Mere ocean literacy and consciousness is no longer the goal as young people are aware of the need to shepherd natural resources. What is needed are avenues to transform that consciousness into change. Art is still central to the program but art as a lens through which to view environmental issues and a powerful tool to produce socially and politically conscious works.

The TBA21 Academy has already spearheaded three voyages in the Pacific Ocean, twinning artists with scientists to come up with insights into ocean conservation and care. Portland and Jamaica have a central place in the scheme of things because of von Habsburg’s lifelong links to the country. Alligator Head was where she learnt to swim on summer holidays with her father Baron Thyssen.

Around the coast near Alligator Head von Habsburg has created the East Portland Fish Sanctuary, now headed by Dane Buddoo, formerly of the University of the West Indies.
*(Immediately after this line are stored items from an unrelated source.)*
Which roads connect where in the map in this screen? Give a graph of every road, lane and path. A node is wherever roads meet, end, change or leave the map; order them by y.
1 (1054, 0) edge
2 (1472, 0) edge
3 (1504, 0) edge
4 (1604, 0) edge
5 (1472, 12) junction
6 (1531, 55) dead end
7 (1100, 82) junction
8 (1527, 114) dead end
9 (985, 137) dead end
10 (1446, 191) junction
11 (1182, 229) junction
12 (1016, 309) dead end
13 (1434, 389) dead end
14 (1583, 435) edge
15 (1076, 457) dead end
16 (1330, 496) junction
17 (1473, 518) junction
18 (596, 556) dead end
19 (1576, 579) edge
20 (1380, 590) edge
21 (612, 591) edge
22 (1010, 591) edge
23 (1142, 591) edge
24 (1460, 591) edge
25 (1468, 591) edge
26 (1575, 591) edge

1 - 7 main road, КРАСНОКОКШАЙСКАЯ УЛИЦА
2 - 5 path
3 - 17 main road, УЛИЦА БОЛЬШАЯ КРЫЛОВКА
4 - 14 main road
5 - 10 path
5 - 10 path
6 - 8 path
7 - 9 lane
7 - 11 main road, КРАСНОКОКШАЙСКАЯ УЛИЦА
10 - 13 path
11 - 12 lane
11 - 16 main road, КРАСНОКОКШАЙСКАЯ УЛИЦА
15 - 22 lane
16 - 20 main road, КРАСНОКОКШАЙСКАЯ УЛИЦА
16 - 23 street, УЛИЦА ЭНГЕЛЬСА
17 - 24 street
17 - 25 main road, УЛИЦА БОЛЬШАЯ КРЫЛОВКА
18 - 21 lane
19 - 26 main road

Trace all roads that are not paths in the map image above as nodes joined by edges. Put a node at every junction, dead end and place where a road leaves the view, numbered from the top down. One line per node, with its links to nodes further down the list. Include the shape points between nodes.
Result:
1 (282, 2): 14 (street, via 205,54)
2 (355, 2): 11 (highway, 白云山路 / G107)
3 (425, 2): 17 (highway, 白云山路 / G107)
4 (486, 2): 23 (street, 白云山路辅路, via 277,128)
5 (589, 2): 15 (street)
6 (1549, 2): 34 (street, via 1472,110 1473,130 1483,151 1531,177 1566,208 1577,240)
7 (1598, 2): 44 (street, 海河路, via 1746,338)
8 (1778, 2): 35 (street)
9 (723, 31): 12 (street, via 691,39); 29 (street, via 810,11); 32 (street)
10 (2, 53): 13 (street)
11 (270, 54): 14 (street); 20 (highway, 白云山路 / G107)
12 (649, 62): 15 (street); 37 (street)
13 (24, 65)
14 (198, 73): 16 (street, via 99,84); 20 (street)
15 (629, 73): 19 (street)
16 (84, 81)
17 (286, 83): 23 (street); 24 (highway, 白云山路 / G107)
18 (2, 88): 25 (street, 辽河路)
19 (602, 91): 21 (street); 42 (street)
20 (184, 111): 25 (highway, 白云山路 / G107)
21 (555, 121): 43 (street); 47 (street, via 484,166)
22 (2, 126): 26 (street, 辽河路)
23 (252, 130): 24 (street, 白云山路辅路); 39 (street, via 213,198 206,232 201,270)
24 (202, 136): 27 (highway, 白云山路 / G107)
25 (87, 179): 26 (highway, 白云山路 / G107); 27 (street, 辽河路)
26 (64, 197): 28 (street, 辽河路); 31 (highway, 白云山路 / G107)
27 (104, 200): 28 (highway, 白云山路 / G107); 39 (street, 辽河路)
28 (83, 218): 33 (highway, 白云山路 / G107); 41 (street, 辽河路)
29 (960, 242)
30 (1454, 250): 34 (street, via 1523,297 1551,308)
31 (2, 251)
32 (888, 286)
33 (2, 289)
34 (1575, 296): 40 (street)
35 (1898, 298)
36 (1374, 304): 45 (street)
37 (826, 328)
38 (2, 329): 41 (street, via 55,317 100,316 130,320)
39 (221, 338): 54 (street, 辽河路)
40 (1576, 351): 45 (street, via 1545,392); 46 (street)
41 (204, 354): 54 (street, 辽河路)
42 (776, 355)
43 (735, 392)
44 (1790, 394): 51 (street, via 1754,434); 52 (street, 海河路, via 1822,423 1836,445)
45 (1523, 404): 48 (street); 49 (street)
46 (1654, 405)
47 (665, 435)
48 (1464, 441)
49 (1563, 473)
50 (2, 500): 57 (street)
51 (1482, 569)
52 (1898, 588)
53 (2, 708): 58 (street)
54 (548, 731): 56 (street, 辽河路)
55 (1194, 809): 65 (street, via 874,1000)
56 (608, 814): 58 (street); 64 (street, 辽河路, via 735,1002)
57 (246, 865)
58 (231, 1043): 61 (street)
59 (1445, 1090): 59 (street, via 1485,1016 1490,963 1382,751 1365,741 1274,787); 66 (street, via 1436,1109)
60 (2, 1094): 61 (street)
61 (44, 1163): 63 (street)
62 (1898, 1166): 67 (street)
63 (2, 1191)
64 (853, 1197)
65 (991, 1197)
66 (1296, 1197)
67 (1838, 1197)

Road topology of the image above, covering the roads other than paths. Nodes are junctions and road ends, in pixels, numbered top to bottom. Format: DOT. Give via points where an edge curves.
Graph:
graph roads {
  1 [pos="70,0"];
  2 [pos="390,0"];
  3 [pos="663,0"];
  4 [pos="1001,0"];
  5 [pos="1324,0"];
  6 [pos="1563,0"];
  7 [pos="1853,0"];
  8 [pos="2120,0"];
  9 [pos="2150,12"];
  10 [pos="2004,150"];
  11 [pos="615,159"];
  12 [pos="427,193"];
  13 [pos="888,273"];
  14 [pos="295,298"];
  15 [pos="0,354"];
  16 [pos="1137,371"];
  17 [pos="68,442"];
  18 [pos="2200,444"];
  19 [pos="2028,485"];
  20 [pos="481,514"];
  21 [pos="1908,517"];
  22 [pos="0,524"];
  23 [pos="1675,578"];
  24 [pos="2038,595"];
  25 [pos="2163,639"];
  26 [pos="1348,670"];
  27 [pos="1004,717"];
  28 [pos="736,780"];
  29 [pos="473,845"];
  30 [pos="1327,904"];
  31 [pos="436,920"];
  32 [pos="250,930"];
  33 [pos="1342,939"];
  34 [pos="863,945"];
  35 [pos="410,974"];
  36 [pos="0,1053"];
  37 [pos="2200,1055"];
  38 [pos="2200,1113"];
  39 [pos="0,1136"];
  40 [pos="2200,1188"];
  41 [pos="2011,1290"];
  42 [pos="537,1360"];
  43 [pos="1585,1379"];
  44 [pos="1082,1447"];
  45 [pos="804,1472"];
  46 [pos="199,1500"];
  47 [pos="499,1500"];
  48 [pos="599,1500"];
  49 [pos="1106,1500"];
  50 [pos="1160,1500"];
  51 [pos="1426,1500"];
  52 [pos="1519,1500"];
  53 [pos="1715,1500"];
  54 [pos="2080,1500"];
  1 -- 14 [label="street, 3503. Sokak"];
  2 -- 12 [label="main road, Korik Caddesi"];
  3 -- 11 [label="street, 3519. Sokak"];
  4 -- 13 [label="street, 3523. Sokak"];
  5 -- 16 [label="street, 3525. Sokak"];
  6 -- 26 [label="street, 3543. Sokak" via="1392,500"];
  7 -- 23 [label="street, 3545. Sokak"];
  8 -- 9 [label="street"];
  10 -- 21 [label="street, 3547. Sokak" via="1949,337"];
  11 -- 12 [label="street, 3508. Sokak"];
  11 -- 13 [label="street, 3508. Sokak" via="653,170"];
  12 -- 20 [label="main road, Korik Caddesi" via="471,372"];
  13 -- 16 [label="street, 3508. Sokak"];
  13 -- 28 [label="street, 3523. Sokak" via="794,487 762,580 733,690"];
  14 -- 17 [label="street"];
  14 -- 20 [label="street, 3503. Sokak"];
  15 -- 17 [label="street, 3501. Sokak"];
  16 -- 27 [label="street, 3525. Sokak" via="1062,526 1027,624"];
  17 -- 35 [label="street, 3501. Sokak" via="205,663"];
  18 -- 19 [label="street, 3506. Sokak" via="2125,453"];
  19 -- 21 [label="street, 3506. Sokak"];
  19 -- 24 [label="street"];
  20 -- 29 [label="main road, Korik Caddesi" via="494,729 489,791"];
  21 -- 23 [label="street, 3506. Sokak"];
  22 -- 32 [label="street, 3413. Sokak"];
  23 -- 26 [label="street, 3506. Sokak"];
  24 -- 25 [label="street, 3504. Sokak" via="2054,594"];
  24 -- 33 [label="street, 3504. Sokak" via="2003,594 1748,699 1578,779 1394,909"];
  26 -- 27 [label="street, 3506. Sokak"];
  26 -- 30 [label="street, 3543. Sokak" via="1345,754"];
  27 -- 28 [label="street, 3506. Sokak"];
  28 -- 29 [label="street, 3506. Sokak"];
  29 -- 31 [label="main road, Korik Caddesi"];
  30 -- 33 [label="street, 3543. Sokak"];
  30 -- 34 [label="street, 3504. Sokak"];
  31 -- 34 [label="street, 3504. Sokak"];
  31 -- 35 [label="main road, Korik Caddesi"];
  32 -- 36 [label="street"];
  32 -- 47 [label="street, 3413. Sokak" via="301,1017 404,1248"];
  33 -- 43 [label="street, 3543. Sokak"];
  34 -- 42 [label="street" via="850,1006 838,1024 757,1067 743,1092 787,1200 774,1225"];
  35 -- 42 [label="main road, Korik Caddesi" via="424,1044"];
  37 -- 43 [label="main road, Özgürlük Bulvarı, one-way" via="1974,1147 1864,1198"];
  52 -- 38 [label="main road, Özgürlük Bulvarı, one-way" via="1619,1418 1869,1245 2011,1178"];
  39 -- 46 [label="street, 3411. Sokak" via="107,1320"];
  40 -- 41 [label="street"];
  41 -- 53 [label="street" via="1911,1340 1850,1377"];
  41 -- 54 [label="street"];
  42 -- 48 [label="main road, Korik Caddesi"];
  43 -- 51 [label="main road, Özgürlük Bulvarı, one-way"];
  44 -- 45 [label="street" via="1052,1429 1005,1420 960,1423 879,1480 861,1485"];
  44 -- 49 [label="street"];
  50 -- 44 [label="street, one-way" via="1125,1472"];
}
According to von Habsburg “Science provides the knowledge and art creates empathy so this is the first bridge we are trying to create. The second one is bringing a wide range of people with different skill sets together to create a new ecology of thinking. From a very young age young people are taught that they have to specialize, if you don’t specialize you won’t have a career they’re told, but we want to break down those walls.” What has been added to the mix is entrepreneurship and finding entrepreneurial solutions that are creative.

Finding solutions to such vast problems requires collective thinking von Habsburg believes so there are three pillars to the project. The first is science as manifested in the creation of the fish sanctuary and its labs; the second is culinary, creating a restaurant on the property which will feature healthy food, using local produce from farmers in the area and also exploring options from the sea—edible seaweed and other algae.

The third option is art programming. “Artists are the antenna of the world today. They are the ones who see many topics that maybe fly by the radar of journalists. We are so saturated by media, the role of media seems to be to keep us all in a permanent state of shock and horror. If we don’t read about some horrible shithole comment that Trump’s made, it’s something else,” says von Habsburg.

Well, as Ezekial 34:2-4 says, “Should not shepherds take care of the flock? You eat the curds, clothe yourselves with the wool and slaughter the choice animals, but you do not take care of the flock. You have not strengthened the weak or healed the sick or bound up the injured.”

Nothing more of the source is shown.